To ask the Secretary of State for Health and Social Care, what assessment he has made of the potential impact of (a) the Voluntary Scheme for Branded Medicines Pricing and Access and (b) the introduction of the severity modifier on decisions of companies to launch medicines in the UK.
Answered on
13 July 2023
The National Institute for Health and Care Excellence (NICE) is able to recommend the vast majority of cancer medicines it appraises and its approval rate for cancer medicines has consistently been around 90%. NICE concluded a comprehensive review of its methods in January 2022 and has introduced a number of changes that will make its processes fairer and faster, and ensure they provide more equitable access for those with severe diseases. This includes a broader severity modifier to replace the end of life modifier. Analysis carried out by NICE in the development of the modifier indicates that the vast majority of cancer medicines that would be eligible for the end of life modifier would also be eligible for a weighting under the severity modifier. NICE recently reviewed the topics appraised using its new methods and found that of the seven pieces of final guidance published up until December 2022, all seven make positive recommendations. NICE also found that the severity modifier supported a positive recommendation where it was accepted, and plans to further review the implementation of its methods towards the end of 2023.

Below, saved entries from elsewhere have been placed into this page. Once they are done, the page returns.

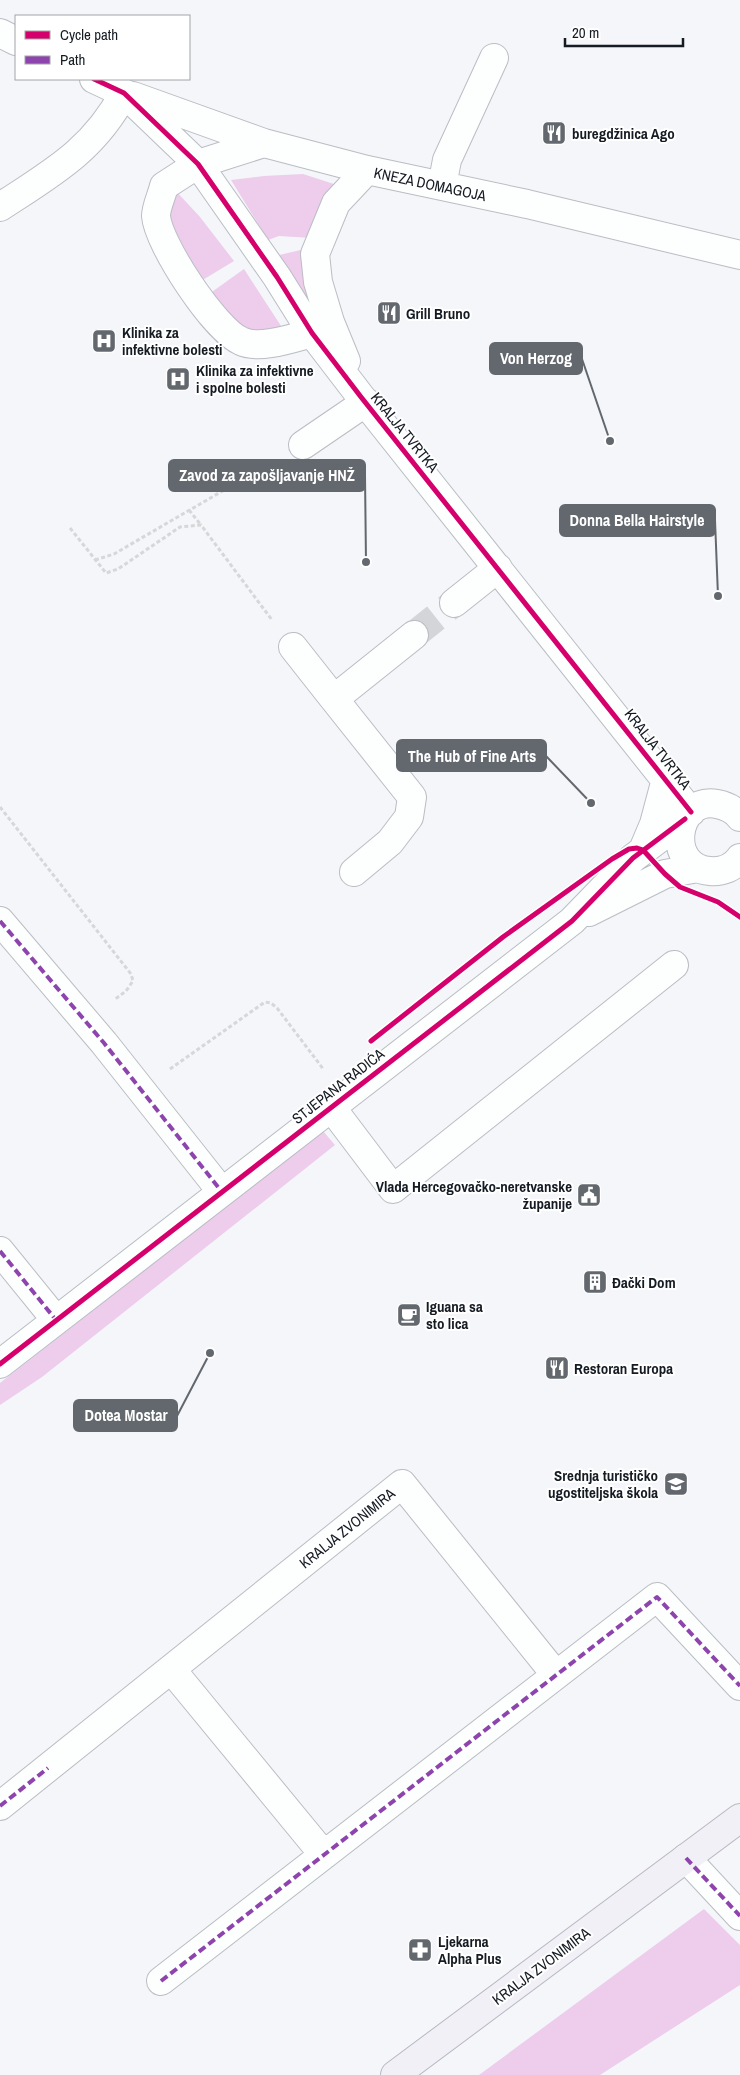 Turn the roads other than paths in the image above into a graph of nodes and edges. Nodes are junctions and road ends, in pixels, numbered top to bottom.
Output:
1 (0, 33) edge
2 (15, 40) edge
3 (494, 58) dead end
4 (114, 85) edge
5 (264, 143) junction
6 (198, 164) junction
7 (367, 170) junction
8 (442, 186) junction
9 (0, 207) edge
10 (740, 255) edge
11 (312, 333) junction
12 (363, 400) junction
13 (303, 445) road end
14 (498, 568) junction
15 (454, 603) tunnel mouth
16 (414, 635) tunnel mouth
17 (293, 647) road end
18 (334, 699) junction
19 (666, 779) junction
20 (688, 816) junction
21 (740, 816) edge
22 (643, 850) junction
23 (724, 870) edge
24 (354, 872) dead end
25 (0, 921) edge
26 (572, 921) junction
27 (674, 965) dead end
28 (331, 1107) junction
29 (222, 1192) junction
30 (0, 1251) edge
31 (56, 1320) junction
32 (0, 1364) edge
33 (171, 1669) junction
34 (556, 1675) junction
35 (740, 1686) edge
36 (0, 1806) edge
37 (740, 1818) edge
38 (324, 1855) junction
39 (686, 1858) junction
40 (740, 1916) edge
41 (161, 1981) dead end
42 (395, 2075) edge

1 - 2 street
3 - 8 street
4 - 5 street, KNEZA DOMAGOJA
4 - 6 street, KRALJA TVRTKA
4 - 9 street
5 - 6 street
5 - 7 street, KNEZA DOMAGOJA
6 - 11 street, KRALJA TVRTKA
6 - 11 street
7 - 8 street, KNEZA DOMAGOJA
7 - 12 street
8 - 10 street, KNEZA DOMAGOJA
11 - 12 street, KRALJA TVRTKA
12 - 13 street
12 - 14 street, KRALJA TVRTKA
14 - 15 street
14 - 19 street, KRALJA TVRTKA
16 - 18 street
17 - 18 street
18 - 24 street
19 - 20 street, KRALJA TVRTKA
19 - 22 street
20 - 21 street, STJEPANA RADIĆA
20 - 22 street, STJEPANA RADIĆA
20 - 23 street
22 - 26 street, STJEPANA RADIĆA
23 - 26 street, STJEPANA RADIĆA
25 - 29 street
26 - 28 street, STJEPANA RADIĆA
27 - 28 street
28 - 29 street, STJEPANA RADIĆA
29 - 31 street, STJEPANA RADIĆA
30 - 31 street
31 - 32 street, STJEPANA RADIĆA
33 - 34 street, KRALJA ZVONIMIRA
33 - 36 street, KRALJA ZVONIMIRA
33 - 38 street
34 - 35 street
34 - 38 street
37 - 39 main road, KRALJA ZVONIMIRA
38 - 41 street
39 - 40 street
39 - 42 main road, KRALJA ZVONIMIRA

New innovative medicines do not pay the voluntary scheme for branded medicines pricing and access (VPAS) rebate rate for the first three years after marketing authorisation. The National Health Service is a unique proposition for global life sciences companies. With a single commercial deal, a company can have access to a market of over 55 million people. A recent report from the Pharmaceutical Research and Manufacturers of America found that between 2012 and 2021, the United Kingdom was consistently in the top three G20 countries for availability and speed of access to new medicines.